Mumflu

Gents, I apologise for the crushing blow I’m about to deliver. It’s long been acknowledged that Manflu is the worst of all ailments. I’ve listened to years of claims that nothing – not even childbirth – comes close to the suffering of a male with a temperature.

However, budge over blokes, because I’ve now discovered that you don’t win the poorly prize.

I’ve just spent a week at the mercy of a virus that took me to the very brink of despair. Forget Manflu – I’ve had Mumflu.

It had all the symptoms of the general flu – raised temperature, sweats, chills, sore head, weak limbs, sneezes, and a cough that sounds like three corgis singing Tom Jones songs on the karaoke.

But Mumflu also comes with a crushing psychological blow – in the midst of my snot-fuelled anguish, I learned that I’m not, in fact, indispensable.

Sorry, had to stop and clutch my chest in a dramatic fashion after typing that last sentence.

How can that be? How can this house continue to function when I’m not there, in the trenches, co-ordinating Operation Low?

On a normal day, I’m the one hustling my teenage sons out to school, checking showers are taken, teeth are brushed, and attempting to limit hair-gelling to less than five minutes.

I organise their routines with military precision: homework, school run, lunches, after-school activities, chores and sport. They’re both basketball players and train most nights, so there’s another set of runs, kits and strategic planning for weekend games that take place all over the country.

Logistics aside, I counsel them when they have worries, shop for nutritious meals, make sure they eat at the right time, and remind them that a strawberry tart doesn’t count as one of their five a day.

My parenting extends to our pooch, who gets walked, fed and reassured that she is in fact the most gorgeous labradoodle in the nation.

Wifely duties are also in the mix. Love, affection, laughs and trying not to mention the words ‘mid-life crisis’ when he comes home from the shops sporting a brand-new bomber jacket. Incidentally, honey, I love you, but I hope you kept the receipt.

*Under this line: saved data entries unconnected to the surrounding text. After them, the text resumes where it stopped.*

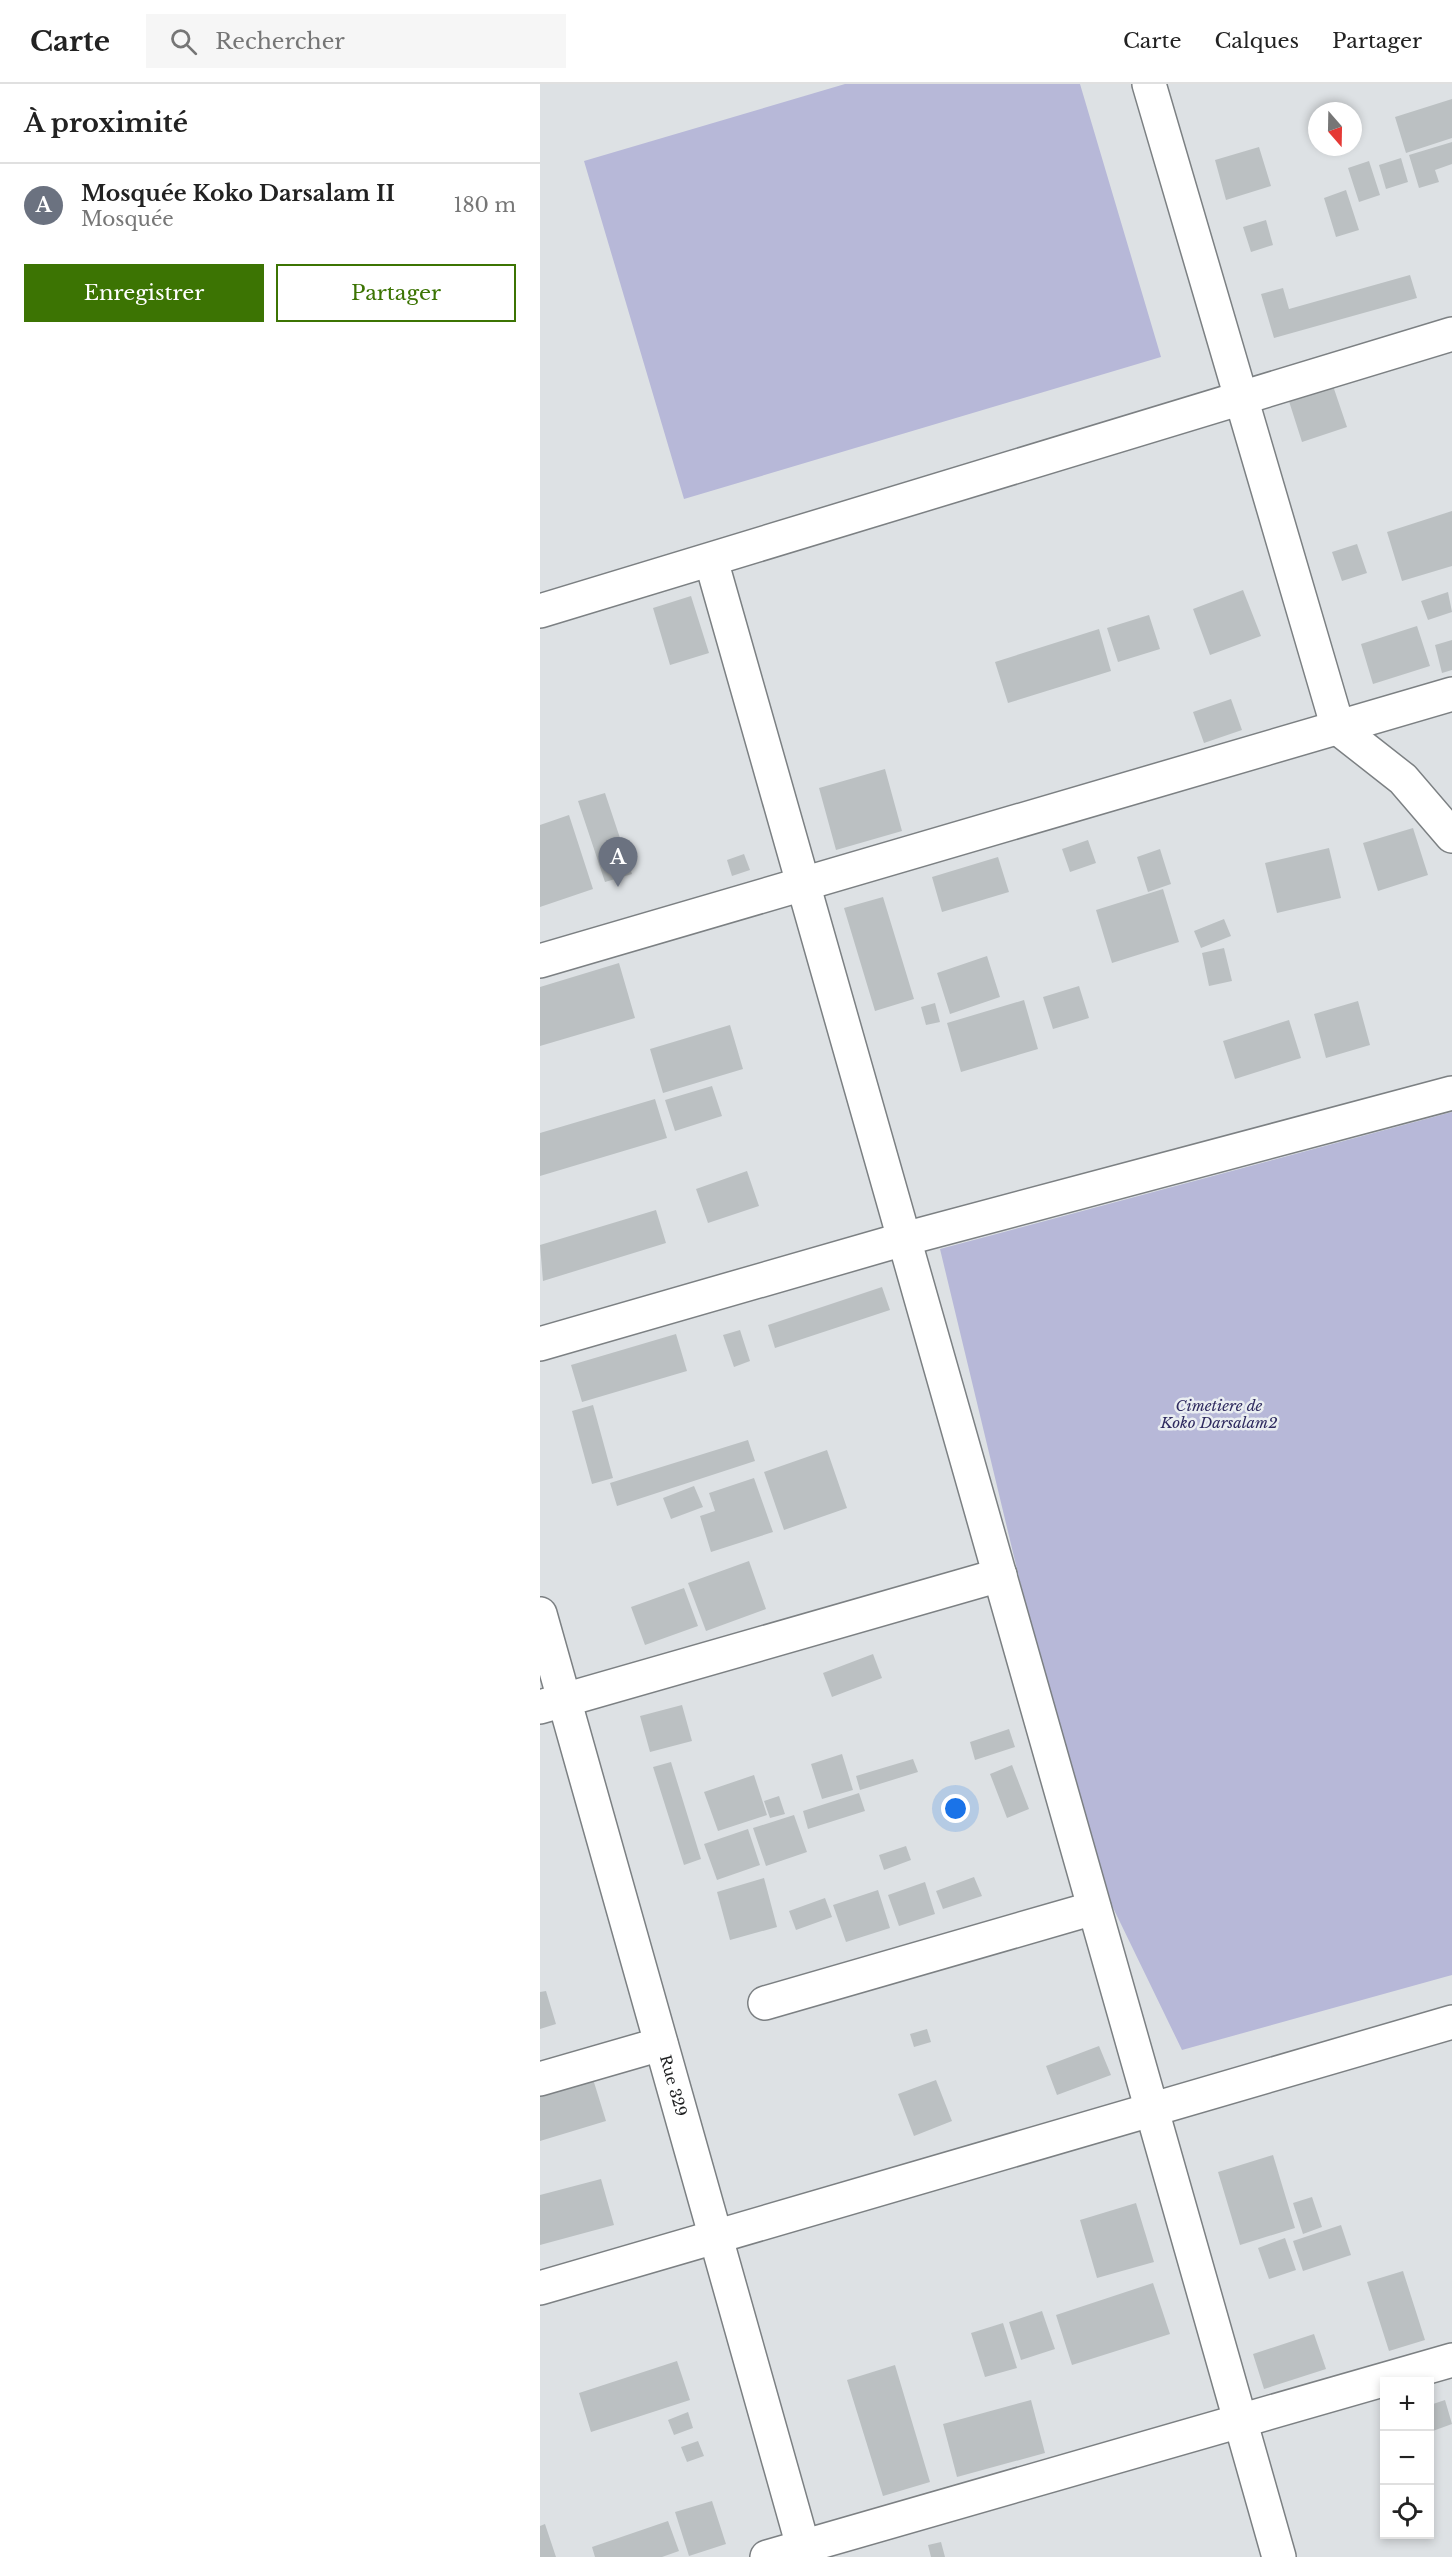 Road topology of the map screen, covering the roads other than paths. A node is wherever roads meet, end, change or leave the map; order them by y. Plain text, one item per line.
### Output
1 (1149, 84) edge
2 (1452, 333) edge
3 (1241, 398) junction
4 (711, 560) junction
5 (540, 611) edge
6 (1452, 694) edge
7 (1338, 728) junction
8 (1452, 836) edge
9 (803, 884) junction
10 (540, 961) edge
11 (1452, 1093) edge
12 (904, 1239) junction
13 (540, 1344) edge
14 (1000, 1575) junction
15 (540, 1614) edge
16 (552, 1704) edge
17 (1094, 1908) junction
18 (765, 2003) dead end
19 (1452, 2022) edge
20 (661, 2044) junction
21 (540, 2079) edge
22 (1152, 2110) junction
23 (716, 2237) junction
24 (540, 2288) edge
25 (1452, 2360) edge
26 (1240, 2421) junction
27 (804, 2552) edge
28 (767, 2557) edge
29 (1279, 2557) edge

1 - 3 street
2 - 3 street
3 - 4 street
3 - 7 street
4 - 5 street
4 - 9 street
6 - 7 street
7 - 8 street
7 - 9 street
9 - 10 street
9 - 12 street
11 - 12 street
12 - 13 street
12 - 14 street
14 - 16 street
14 - 17 street
15 - 16 street, Rue 329
16 - 20 street, Rue 329
17 - 18 street
17 - 22 street
19 - 22 street
20 - 21 street
20 - 23 street, Rue 329
22 - 23 street
22 - 26 street
23 - 24 street
23 - 27 street, Rue 329
25 - 26 street
26 - 27 street
26 - 29 street
27 - 28 street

Then there’s general housework, cooking, cleaning, washing, ironing, refereeing, arranging our social lives, planning holidays and paying bills.

And, in between all that, I work full time.

In short, I’m the knackered lynchpin of the Lows, the person at the core of the family who gets through it all by telling herself that they couldn’t do it without me, that their lives would come crashing down if I wasn’t there to handle their sweaty kit bags in the manner of radioactive waste.

But no more. Sob. Saint Shari of the Control Freakery Motherhood came down with the flu and, for the first time ever, I was forced to take to my chambers for three days of shivers, sweats and self-pity.

And yet… the world kept turning. I expected to emerge blinking into the sunlight, to a family on the edge of meltdown. Apparently not.

They made it to school. They made it to training. I’ve no idea what they ate or drank, but they seem to still be functioning, so I’m guessing they didn’t spend seventy-two hours eating nothing but Cheesy Wotsits. The house looks like it’s been ransacked, the washing pile belongs in the Pyrenees, and I’m fairly sure they’re wearing odd socks, but they’re fine. Even the labradoodle seems nonplussed.

How can that be? Couldn’t they even have pretended that it had all gone to hell without me? Oh, the pain. The suffering.

Gents, you have it easy – Manflu usually disappears after a few days of sympathy and pampering.

But Mumflu? Paracetamol and bed might sort out the virus, but realising that you’re not needed leaves scars that will last a lifetime. Sniff.